Teaching Strategies
The Teacher-Teacher Relationship: How Collective Efficacy Drives Student Achievement
Damon Finazzo

In our last article, we explored the Teacher-to-Student relationship. This discussion around teachers providing the best opportunities possible for their students and the High Impact Teaching Strategies that make these opportunities effective leads perfectly into the second key relationship in educating a future-ready generation: Teacher-to-Teacher. According to Hattie’s meta-analysis research, getting this relationship correct is the single most effective way to positively impact student learning.

Building Effective Teacher-to-Teacher Relationships
The Teacher-to-Teacher relationship is not just about whether teachers get along or respect one another professionally. Instead, this relationship is most effective when three things come together simultaneously:
Teachers have a collective belief that all students can learn at the highest level
Teachers hold one another accountable to #1
Teachers supply one another with evidence of the positive impact their beliefs, expectations, and teaching strategies are continually having on student achievement
This is more than a shared positive mindset about students. When teachers actively hold one another accountable and consistently provide evidence of impact to one another, the research suggests something striking: outside forces like low socioeconomic status, low parental involvement, and teacher burnout are mitigated and, in some cases, eliminated.
Research around this type of efficacy started in the 1970s when Albert Bandura first introduced this concept as “collective efficacy.” Thanks to many researchers after him (like Roger Goddard, Wayne Hoy, Anita Wollfolk Hoy, Dr. Rachel Jean Eells, and Professor John Hattie) understanding of the concept has grown and it is now more widely identified as Collective Teacher Efficacy (CTE) in the education field. (Donohoo, J., Hattie, J., & Eells, R. (2018)).
From the 1970s through the early 2000s, CTE was studied in schools, with study after study rendering more data points to be considered as to what worked best and what did not work well. Then, in 2011, Dr. Eells looked at many of these studies in a meta-analysis of CTE’s relation to student achievement and concluded that there is a strong association between student achievement and the beliefs that teachers hold about the achievement ability of the school as a whole.
The Impact of Collective Teacher Efficacy (CTE)
It was Eells’ meta-analysis and organization of the data that grabbed the attention of Professor John Hattie. Through studying her meta-analysis, he found that out of hundreds of other strategies and approaches considered, CTE was the single most effective strategy to positively impact student achievement. His research claims that when CTE is implemented correctly, it is possible for students to have greater than two-years of growth in one year of school.
To put this into perspective (see the chart below), CTE has a positive effect size of 1.57, while the four high impact teaching strategies that we covered under the Teacher-to-Student relationship have an average of about 0.75. This means that CTE is over twice as effective as those high impact teaching strategies. That is a significant claim, and one that every educator should pay close attention to and consider carefully.

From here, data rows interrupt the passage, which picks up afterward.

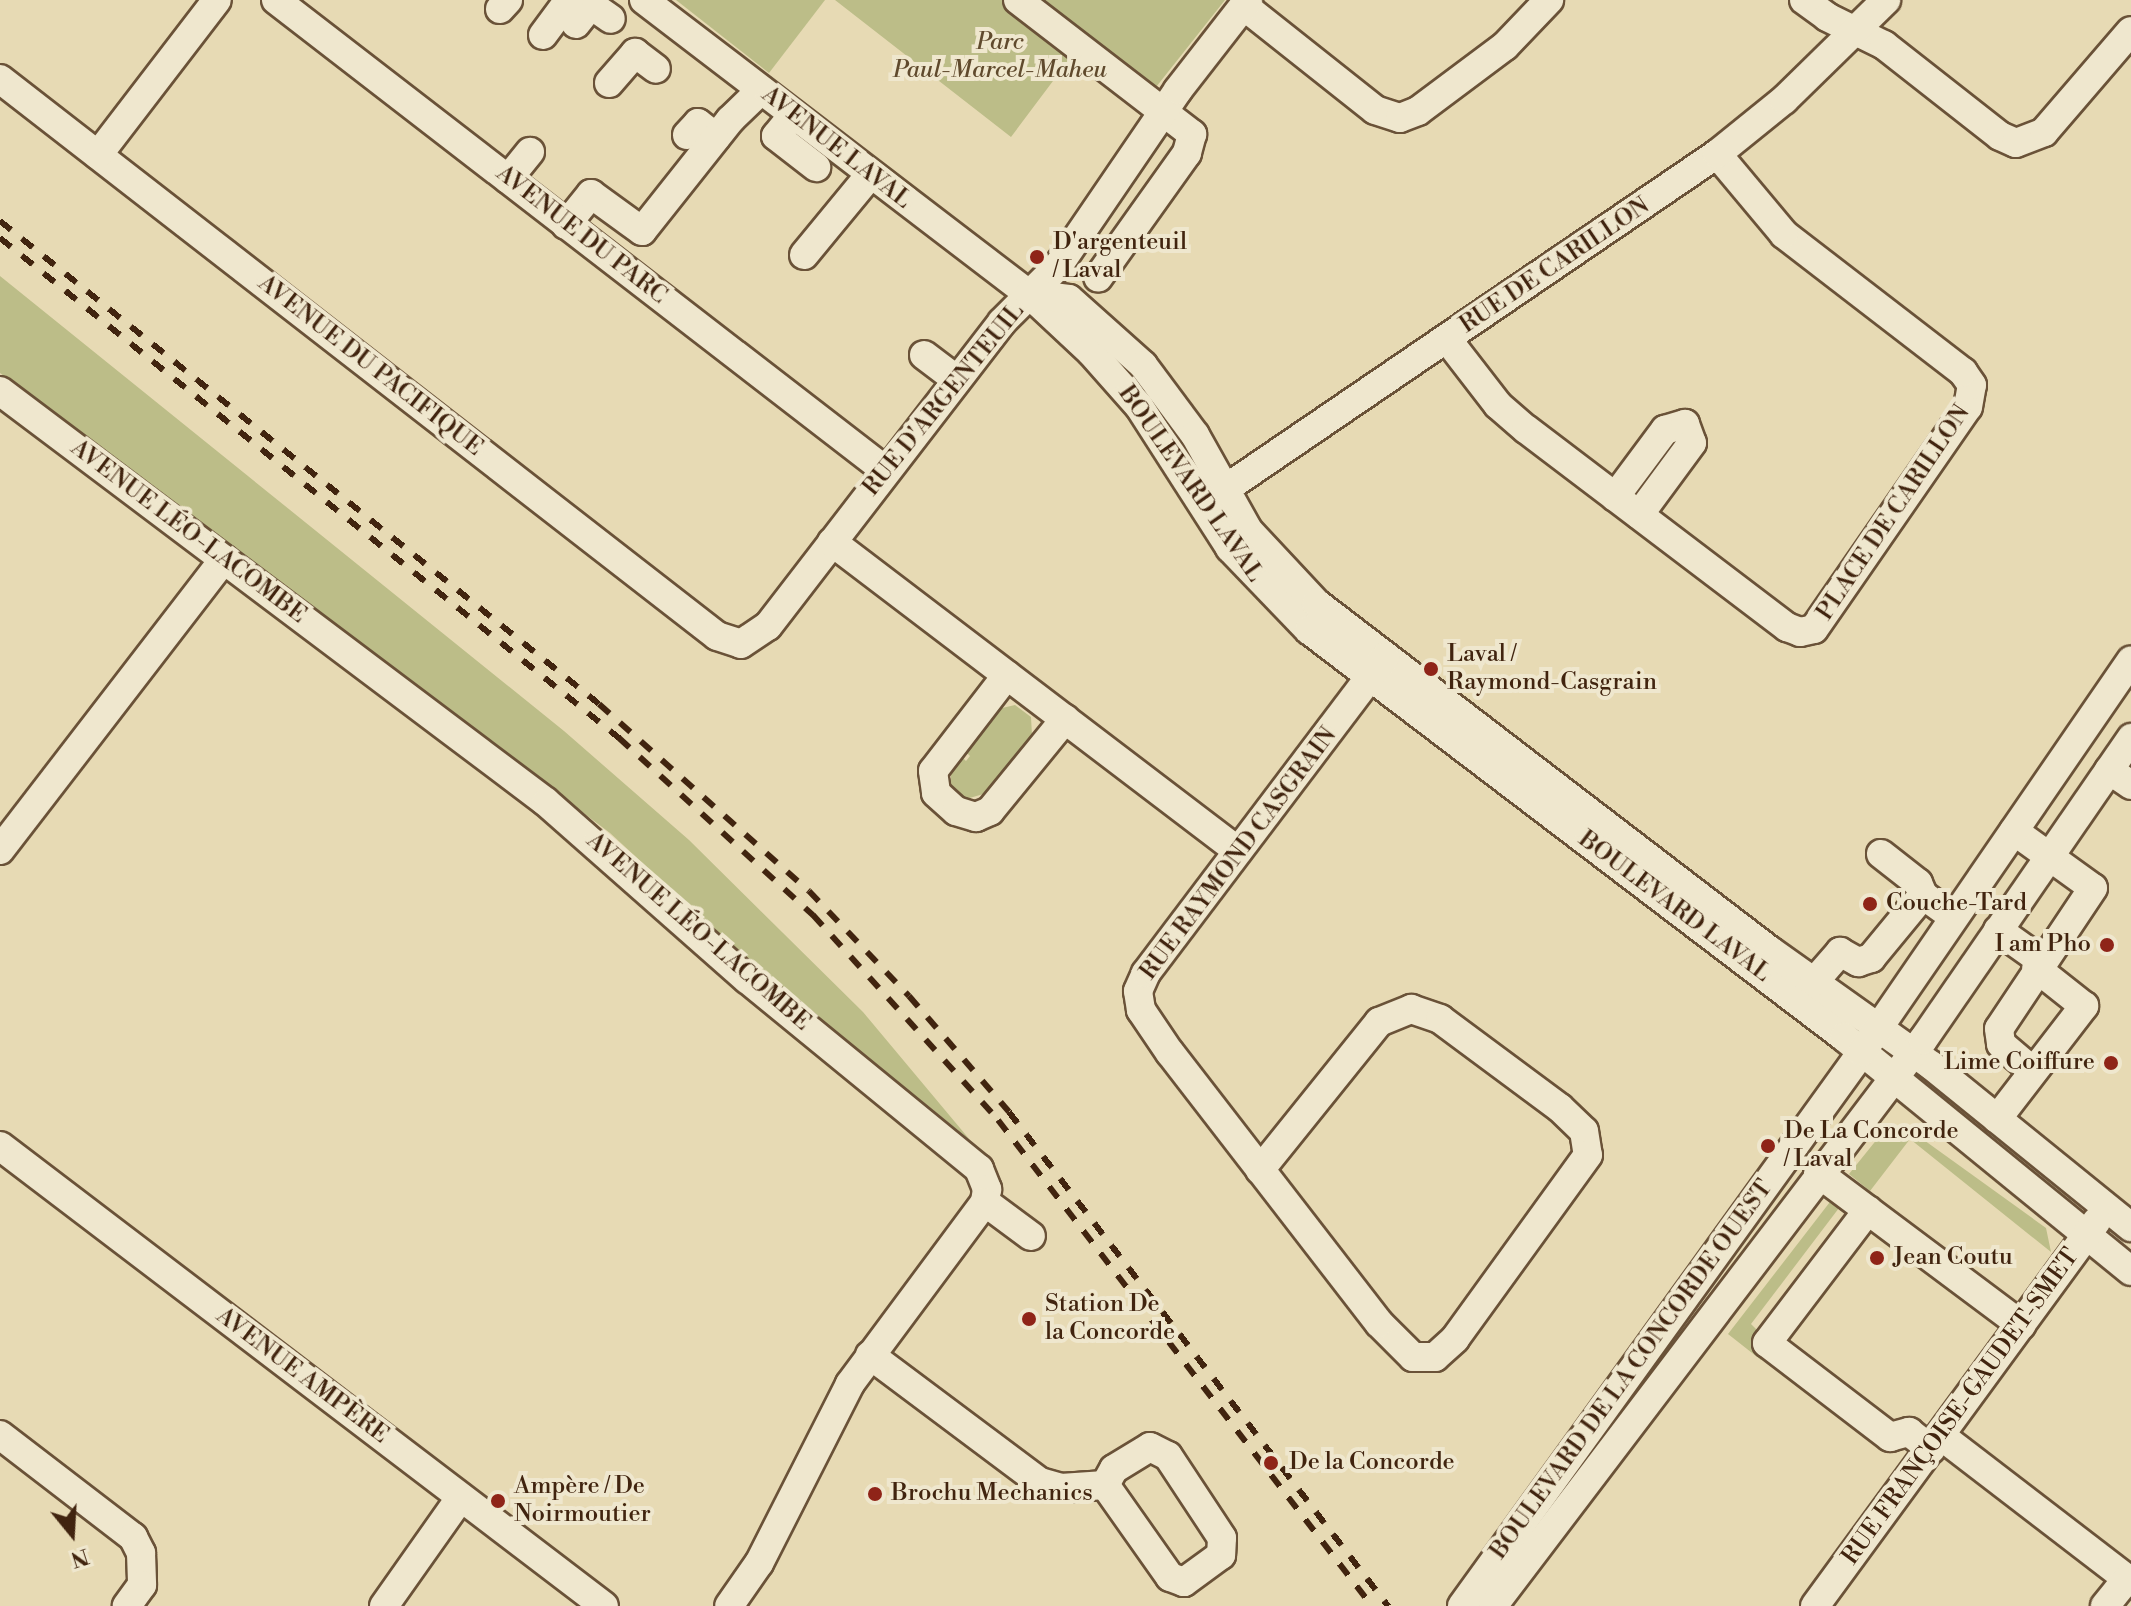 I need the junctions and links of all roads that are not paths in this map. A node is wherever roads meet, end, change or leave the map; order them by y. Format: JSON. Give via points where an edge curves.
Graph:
{"nodes":[{"id":1,"x":217,"y":0,"type":"edge"},
{"id":2,"x":276,"y":0,"type":"edge"},
{"id":3,"x":644,"y":0,"type":"edge"},
{"id":4,"x":1018,"y":0,"type":"edge"},
{"id":5,"x":1549,"y":0,"type":"edge"},
{"id":6,"x":1804,"y":0,"type":"edge"},
{"id":7,"x":1886,"y":0,"type":"edge"},
{"id":8,"x":1246,"y":3,"type":"edge"},
{"id":9,"x":573,"y":12,"type":"edge"},
{"id":10,"x":615,"y":14,"type":"edge"},
{"id":11,"x":1854,"y":31,"type":"junction"},
{"id":12,"x":2131,"y":31,"type":"edge"},
{"id":13,"x":686,"y":32,"type":"junction"},
{"id":14,"x":543,"y":35,"type":"dead end"},
{"id":15,"x":0,"y":79,"type":"edge"},
{"id":16,"x":609,"y":83,"type":"dead end"},
{"id":17,"x":761,"y":90,"type":"junction"},
{"id":18,"x":1165,"y":110,"type":"junction"},
{"id":19,"x":779,"y":130,"type":"junction"},
{"id":20,"x":687,"y":135,"type":"dead end"},
{"id":21,"x":716,"y":137,"type":"junction"},
{"id":22,"x":530,"y":152,"type":"dead end"},
{"id":23,"x":1717,"y":154,"type":"junction"},
{"id":24,"x":98,"y":155,"type":"junction"},
{"id":25,"x":816,"y":167,"type":"dead end"},
{"id":26,"x":870,"y":175,"type":"junction"},
{"id":27,"x":508,"y":179,"type":"junction"},
{"id":28,"x":566,"y":225,"type":"junction"},
{"id":29,"x":804,"y":255,"type":"dead end"},
{"id":30,"x":1098,"y":278,"type":"dead end"},
{"id":31,"x":1029,"y":294,"type":"junction"},
{"id":32,"x":1447,"y":339,"type":"junction"},
{"id":33,"x":924,"y":355,"type":"dead end"},
{"id":34,"x":957,"y":380,"type":"junction"},
{"id":35,"x":0,"y":391,"type":"edge"},
{"id":36,"x":886,"y":471,"type":"junction"},
{"id":37,"x":1615,"y":497,"type":"junction"},
{"id":38,"x":1212,"y":498,"type":"junction"},
{"id":39,"x":1639,"y":515,"type":"junction"},
{"id":40,"x":832,"y":542,"type":"junction"},
{"id":41,"x":224,"y":559,"type":"junction"},
{"id":42,"x":743,"y":643,"type":"joint"},
{"id":43,"x":2131,"y":661,"type":"edge"},
{"id":44,"x":1377,"y":668,"type":"junction"},
{"id":45,"x":1007,"y":675,"type":"junction"},
{"id":46,"x":1065,"y":719,"type":"junction"},
{"id":47,"x":2131,"y":738,"type":"edge"},
{"id":48,"x":2120,"y":777,"type":"edge"},
{"id":49,"x":2014,"y":831,"type":"junction"},
{"id":50,"x":0,"y":850,"type":"edge"},
{"id":51,"x":1238,"y":851,"type":"junction"},
{"id":52,"x":1881,"y":854,"type":"dead end"},
{"id":53,"x":2050,"y":855,"type":"junction"},
{"id":54,"x":1923,"y":895,"type":"junction"},
{"id":55,"x":1953,"y":917,"type":"junction"},
{"id":56,"x":1998,"y":930,"type":"junction"},
{"id":57,"x":1887,"y":939,"type":"junction"},
{"id":58,"x":1921,"y":962,"type":"junction"},
{"id":59,"x":2038,"y":964,"type":"junction"},
{"id":60,"x":1814,"y":982,"type":"junction"},
{"id":61,"x":1869,"y":1040,"type":"junction"},
{"id":62,"x":1913,"y":1053,"type":"junction"},
{"id":63,"x":2033,"y":1071,"type":"junction"},
{"id":64,"x":1891,"y":1078,"type":"junction"},
{"id":65,"x":1997,"y":1119,"type":"junction"},
{"id":66,"x":0,"y":1146,"type":"edge"},
{"id":67,"x":1260,"y":1170,"type":"junction"},
{"id":68,"x":1818,"y":1173,"type":"junction"},
{"id":69,"x":985,"y":1202,"type":"junction"},
{"id":70,"x":2106,"y":1207,"type":"junction"},
{"id":71,"x":1868,"y":1210,"type":"junction"},
{"id":72,"x":2131,"y":1227,"type":"edge"},
{"id":73,"x":2087,"y":1235,"type":"junction"},
{"id":74,"x":1031,"y":1236,"type":"dead end"},
{"id":75,"x":2131,"y":1271,"type":"edge"},
{"id":76,"x":2021,"y":1325,"type":"junction"},
{"id":77,"x":870,"y":1355,"type":"junction"},
{"id":78,"x":0,"y":1435,"type":"edge"},
{"id":79,"x":1936,"y":1442,"type":"junction"},
{"id":80,"x":1105,"y":1485,"type":"junction"},
{"id":81,"x":461,"y":1497,"type":"junction"},
{"id":82,"x":2129,"y":1580,"type":"edge"},
{"id":83,"x":127,"y":1606,"type":"edge"},
{"id":84,"x":384,"y":1606,"type":"edge"},
{"id":85,"x":604,"y":1606,"type":"edge"},
{"id":86,"x":729,"y":1606,"type":"edge"},
{"id":87,"x":1462,"y":1606,"type":"edge"},
{"id":88,"x":1493,"y":1606,"type":"edge"},
{"id":89,"x":1815,"y":1606,"type":"edge"},
{"id":90,"x":2105,"y":1606,"type":"edge"}],
"edges":[{"from":1,"to":24,"type":"street"},
{"from":2,"to":27,"type":"street","name":"AVENUE DU PARC"},
{"from":3,"to":13,"type":"street","name":"AVENUE LAVAL"},
{"from":4,"to":18,"type":"street"},
{"from":5,"to":8,"type":"street","via":[[1505,46],[1418,111],[1400,118],[1381,114]]},
{"from":6,"to":11,"type":"street"},
{"from":7,"to":11,"type":"street","name":"RUE DE CARILLON"},
{"from":8,"to":18,"type":"street","name":"RUE D'ARGENTEUIL"},
{"from":9,"to":10,"type":"street","via":[[591,5]]},
{"from":9,"to":14,"type":"street"},
{"from":11,"to":12,"type":"street","via":[[1884,45],[2000,136],[2023,143],[2044,132]]},
{"from":11,"to":23,"type":"street","name":"RUE DE CARILLON","via":[[1784,100]]},
{"from":13,"to":16,"type":"street","via":[[657,72],[635,53]]},
{"from":13,"to":17,"type":"street","name":"AVENUE LAVAL"},
{"from":15,"to":24,"type":"street","name":"AVENUE DU PACIFIQUE"},
{"from":17,"to":19,"type":"street","name":"AVENUE LAVAL"},
{"from":17,"to":21,"type":"street"},
{"from":18,"to":30,"type":"street","via":[[1190,130],[1191,147]]},
{"from":18,"to":31,"type":"street","name":"RUE D'ARGENTEUIL","via":[[1058,266]]},
{"from":19,"to":25,"type":"street"},
{"from":19,"to":26,"type":"street","name":"AVENUE LAVAL"},
{"from":20,"to":21,"type":"street","via":[[698,123]]},
{"from":21,"to":28,"type":"street","via":[[642,231],[591,194]]},
{"from":22,"to":27,"type":"street"},
{"from":23,"to":32,"type":"street","name":"RUE DE CARILLON"},
{"from":23,"to":39,"type":"street","name":"PLACE DE CARILLON","via":[[1784,234],[1967,375],[1973,396],[1834,603],[1809,631],[1787,627]]},
{"from":24,"to":42,"type":"street","name":"AVENUE DU PACIFIQUE","via":[[717,636]]},
{"from":26,"to":29,"type":"street"},
{"from":26,"to":31,"type":"street","name":"AVENUE LAVAL"},
{"from":27,"to":28,"type":"street","name":"AVENUE DU PARC"},
{"from":28,"to":36,"type":"street","name":"AVENUE DU PARC"},
{"from":31,"to":34,"type":"street","name":"RUE D'ARGENTEUIL"},
{"from":31,"to":38,"type":"street","name":"BOULEVARD LAVAL","via":[[1130,394]]},
{"from":32,"to":37,"type":"street","name":"PLACE DE CARILLON","via":[[1498,405]]},
{"from":32,"to":38,"type":"street","name":"RUE DE CARILLON"},
{"from":33,"to":34,"type":"street"},
{"from":34,"to":36,"type":"street","name":"RUE D'ARGENTEUIL"},
{"from":35,"to":41,"type":"street","name":"AVENUE LÉO-LACOMBE"},
{"from":36,"to":40,"type":"street","name":"RUE D'ARGENTEUIL"},
{"from":37,"to":39,"type":"street","name":"PLACE DE CARILLON"},
{"from":37,"to":39,"type":"street","via":[[1665,430],[1685,424],[1692,443]]},
{"from":38,"to":44,"type":"street","name":"BOULEVARD LAVAL"},
{"from":40,"to":42,"type":"street","name":"RUE D'ARGENTEUIL","via":[[768,626]]},
{"from":40,"to":45,"type":"street"},
{"from":41,"to":50,"type":"street"},
{"from":41,"to":69,"type":"street","name":"AVENUE LÉO-LACOMBE","via":[[567,818],[747,979],[968,1157],[983,1175]]},
{"from":43,"to":49,"type":"street","name":"BOULEVARD DE LA CONCORDE OUEST"},
{"from":44,"to":51,"type":"street","name":"RUE RAYMOND CASGRAIN"},
{"from":44,"to":60,"type":"street","name":"BOULEVARD LAVAL"},
{"from":44,"to":61,"type":"street","name":"BOULEVARD LAVAL"},
{"from":45,"to":46,"type":"street"},
{"from":45,"to":46,"type":"street","via":[[933,771],[936,793],[961,814],[976,817],[990,811]]},
{"from":46,"to":51,"type":"street"},
{"from":47,"to":48,"type":"street","name":"BOULEVARD DE LA CONCORDE OUEST"},
{"from":48,"to":53,"type":"street","name":"BOULEVARD DE LA CONCORDE OUEST"},
{"from":49,"to":53,"type":"street"},
{"from":49,"to":55,"type":"street","name":"BOULEVARD DE LA CONCORDE OUEST"},
{"from":51,"to":67,"type":"street","name":"RUE RAYMOND CASGRAIN","via":[[1146,973],[1138,997],[1157,1035]]},
{"from":52,"to":54,"type":"street","via":[[1918,883]]},
{"from":53,"to":56,"type":"street","name":"BOULEVARD DE LA CONCORDE OUEST"},
{"from":53,"to":59,"type":"street","via":[[2093,888]]},
{"from":54,"to":55,"type":"street"},
{"from":54,"to":57,"type":"street"},
{"from":55,"to":58,"type":"street","name":"BOULEVARD DE LA CONCORDE OUEST"},
{"from":56,"to":59,"type":"street"},
{"from":56,"to":62,"type":"street","name":"BOULEVARD DE LA CONCORDE OUEST"},
{"from":57,"to":58,"type":"street"},
{"from":57,"to":60,"type":"street","via":[[1863,962],[1840,952]]},
{"from":58,"to":61,"type":"street","name":"BOULEVARD DE LA CONCORDE OUEST"},
{"from":59,"to":63,"type":"street","via":[[1998,1037]]},
{"from":59,"to":63,"type":"street","via":[[2084,1006]]},
{"from":60,"to":61,"type":"street","name":"BOULEVARD LAVAL"},
{"from":61,"to":62,"type":"street","name":"BOULEVARD LAVAL"},
{"from":61,"to":64,"type":"street","name":"BOULEVARD LAVAL"},
{"from":61,"to":87,"type":"street","name":"BOULEVARD DE LA CONCORDE OUEST"},
{"from":62,"to":64,"type":"street","name":"BOULEVARD DE LA CONCORDE OUEST"},
{"from":62,"to":65,"type":"street","name":"BOULEVARD LAVAL"},
{"from":63,"to":65,"type":"street"},
{"from":64,"to":68,"type":"street","name":"BOULEVARD DE LA CONCORDE OUEST"},
{"from":64,"to":73,"type":"street","name":"BOULEVARD LAVAL"},
{"from":65,"to":70,"type":"street","name":"BOULEVARD LAVAL"},
{"from":66,"to":81,"type":"street","name":"AVENUE AMPÈRE"},
{"from":67,"to":67,"type":"street","name":"RUE RAYMOND CASGRAIN","via":[[1392,1340],[1407,1355],[1424,1359],[1439,1354],[1461,1331],[1590,1149],[1580,1125],[1560,1108],[1440,1019],[1411,1009],[1379,1022],[1284,1147]]},
{"from":68,"to":71,"type":"street"},
{"from":68,"to":88,"type":"street","name":"BOULEVARD DE LA CONCORDE OUEST"},
{"from":69,"to":74,"type":"street"},
{"from":69,"to":77,"type":"street"},
{"from":70,"to":72,"type":"street","name":"BOULEVARD LAVAL"},
{"from":70,"to":73,"type":"street","name":"RUE FRANÇOISE-GAUDET-SMET"},
{"from":71,"to":76,"type":"street"},
{"from":71,"to":79,"type":"street","via":[[1767,1343],[1890,1437],[1909,1432]]},
{"from":73,"to":75,"type":"street","name":"BOULEVARD LAVAL"},
{"from":73,"to":76,"type":"street","name":"RUE FRANÇOISE-GAUDET-SMET"},
{"from":76,"to":79,"type":"street","name":"RUE FRANÇOISE-GAUDET-SMET"},
{"from":77,"to":80,"type":"street","via":[[1040,1482],[1061,1488]]},
{"from":77,"to":86,"type":"street","via":[[845,1392],[759,1563]]},
{"from":78,"to":83,"type":"street","via":[[133,1537],[141,1553],[142,1585]]},
{"from":79,"to":82,"type":"street"},
{"from":79,"to":89,"type":"street","name":"RUE FRANÇOISE-GAUDET-SMET"},
{"from":80,"to":80,"type":"street","via":[[1175,1582],[1190,1579],[1221,1555],[1219,1530],[1160,1449],[1139,1450],[1110,1474]]},
{"from":81,"to":84,"type":"street"},
{"from":81,"to":85,"type":"street","name":"AVENUE AMPÈRE"},
{"from":82,"to":90,"type":"street"}]}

To extend the notion of CTE’s impact on student learning, I purport that teachers who correctly implement CTE will naturally incorporate the four high impact teaching strategies we discussed previously into their day-to-day classroom instruction. Teachers who believe their students can learn, who hold one another accountable to ensure that everyone believes that their students can learn, and who continually measure and share the evidence of what works (and does not work) to help students learn, are the same teachers who embrace and master classroom discussion, teacher clarity, feedback, and strong teacher-to-student relationships.
It bears repeating if teachers haven’t heard this before: Teachers are the single most important influence in the success of a student’s learning journey. The sooner individual teachers acknowledge this great responsibility and commit to collectively work together to support one another in becoming the best versions of themselves for the sake of their students, the sooner our education system will effectively prepare future-ready generations.
In our next post, we’ll examine the teacher- and school-to-family relationship and how trust, transparency, and perceived value influence family engagement and student learning, particularly as this relationship becomes more difficult at the secondary level.
References
Brinson, D., Steiner, L. (2007). Building Collective Efficacy: How Leaders Inspire Teachers to Achieve. The Center for Comprehensive School Reform and Improvement, Issue Brief, October 2007, 1-6. www.centerforcsri.org
Donohoo, J., Hattie, J., & Eells, R. (2018). The power of collective efficacy. Educational Leadership, 75(6), 40–44. http://www.ascd.org/publications/educational-leadership/mar18/vol75/num06/The-Power-of-CollectiveEfficacy.aspx
Josselson, R. (1992). The space between us. San Francisco, CA: Jossy-Bass.
Visible Learning For Mathematics, Grades K-12. Hattie, Fisher, Frey, ©2017 by Corwin.